In esso si deduce che il giudizio di responsabilità si regge soltanto sulle dichiarazioni accusatorie del preteso testimone oculare COGNOME e si evidenzia la illogicità di una motivazione che ha ritenuto attendibile COGNOME nonostante questi abbia reso quattro dichiarazioni contraddittorie tra loro (due in sede di sommarie informazioni, una al difensore in indagini difensive e una alla Corte d’appello in sede di rinnovazione del dibattimento), e nonostante questi sia un teste che ammette di essere coinvolto emotivamente per l’astio serbato nei confronti dell’imputato.

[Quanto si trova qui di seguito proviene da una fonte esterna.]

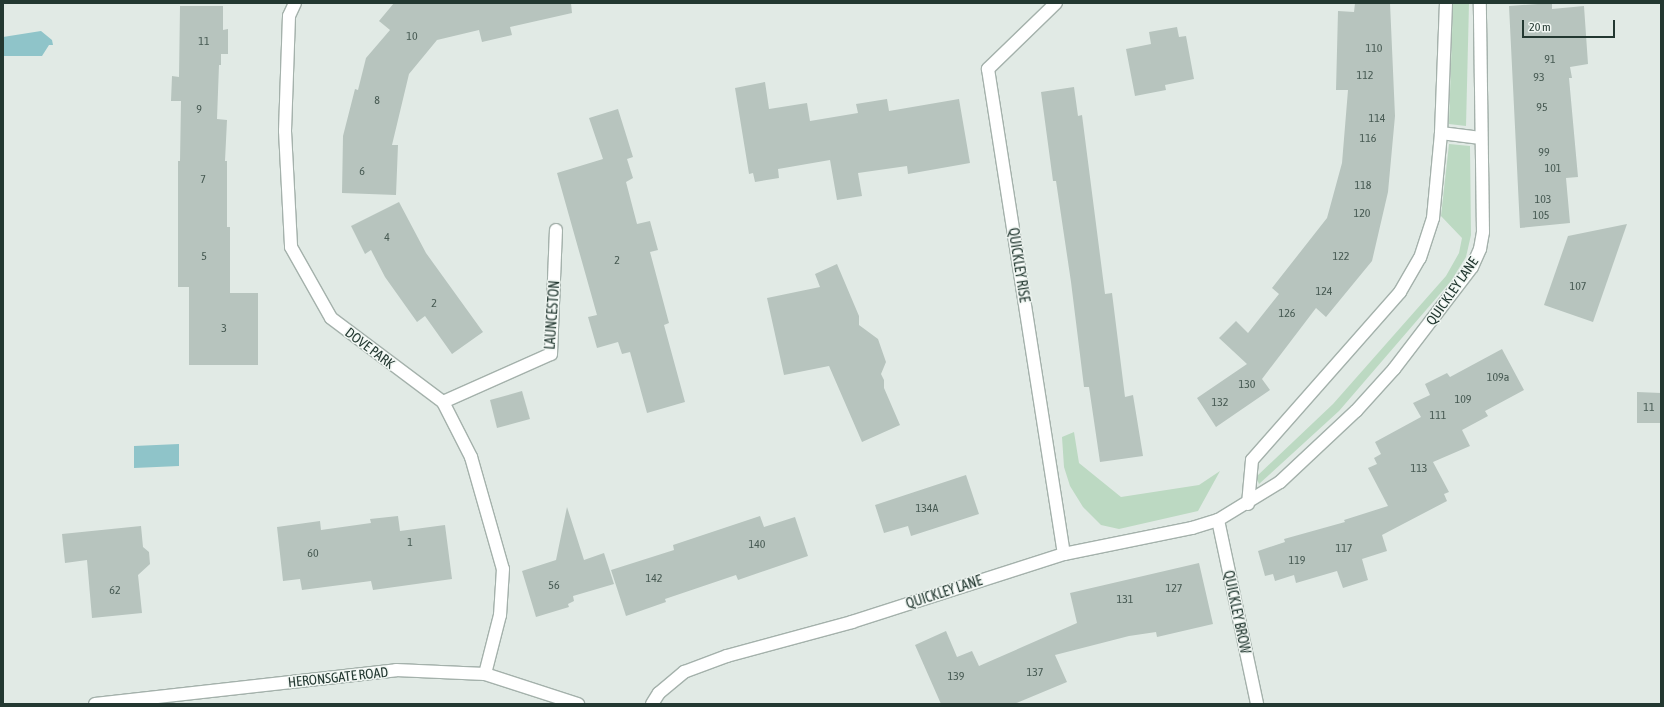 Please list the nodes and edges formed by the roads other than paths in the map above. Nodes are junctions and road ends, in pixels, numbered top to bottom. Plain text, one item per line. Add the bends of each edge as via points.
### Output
1 (295, 3) edge
2 (1056, 3) edge
3 (1446, 3) edge
4 (1480, 3) edge
5 (1441, 134) junction
6 (1481, 138) junction
7 (556, 230) dead end
8 (443, 402) junction
9 (1248, 504) junction
10 (1218, 520) junction
11 (1064, 554) junction
12 (485, 674) junction
13 (94, 704) edge
14 (578, 704) edge
15 (652, 704) edge
16 (1257, 704) edge

1 - 8 street, DOVE PARK via 289,16 285,131 291,247 331,318
2 - 11 street, QUICKLEY RISE via 988,69
3 - 5 street
4 - 6 street, QUICKLEY LANE
5 - 6 street
5 - 9 street via 1433,218 1420,258 1400,292 1252,460
6 - 9 street, QUICKLEY LANE via 1483,232 1480,249 1472,267 1394,369 1356,411 1280,482
7 - 8 street, LAUNCESTON via 551,354
8 - 12 street, DOVE PARK via 472,457 503,569 500,615
9 - 10 street, QUICKLEY LANE
10 - 11 street, QUICKLEY LANE via 1140,540
10 - 16 street, QUICKLEY BROW
11 - 15 street, QUICKLEY LANE via 852,622 727,656 684,672 659,693
12 - 13 street, HERONSGATE ROAD via 396,670
12 - 14 street, HERONSGATE ROAD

L’argomento è infondato. La sentenza impugnata affronta il nodo cruciale dell’attendibilità delle prime dichiarazioni di COGNOME, rese la sera stessa dei fatti, e che hanno condotto all’incriminazione dell’imputato, e struttura il giudizio di attendibilità di tali dichiarazioni secondo un percorso logico che resiste alle critiche del ricorso.
La sentenza impugnata evidenzia, infatti, anzitutto la circostanza che le dichiarazioni accusatorie siano state rese nell’immediatezza dei fatti iquando ancora il dichiarante non aveva avuto il tempo di elaborare una versione difforme
dalla realtà degli accadimenti (pag. 28 della sentenza), secondo un canone di valutazione della prova dichiarativa che ha trovato fin da tempo risalente l’avallo della giurisprudenza di legittimità (Sez. 1, Sentenza n. 2004 del 24/09/1976, dep. 1977, COGNOME, Rv. 135248: Per il principio della libertà della valutazione delle prove del tutto incensurabile è la sentenza del giudice di merito che spieghi le ragioni dell’attendibilita d’un teste, facendo riferimento all’immediatezza del fatto in cui furono rese le dichiarazioni e al riscontro di queste in altri elementi risultanti dagli atti del procedimento).
A conferma del giudizio di attendibilità la motivazione della sentenza poi aggiunge che le prime dichiarazioni di COGNOME trovano dei riscontri in fonti di prova esterne, che inducono a ritenerle veritiere (pag. 29).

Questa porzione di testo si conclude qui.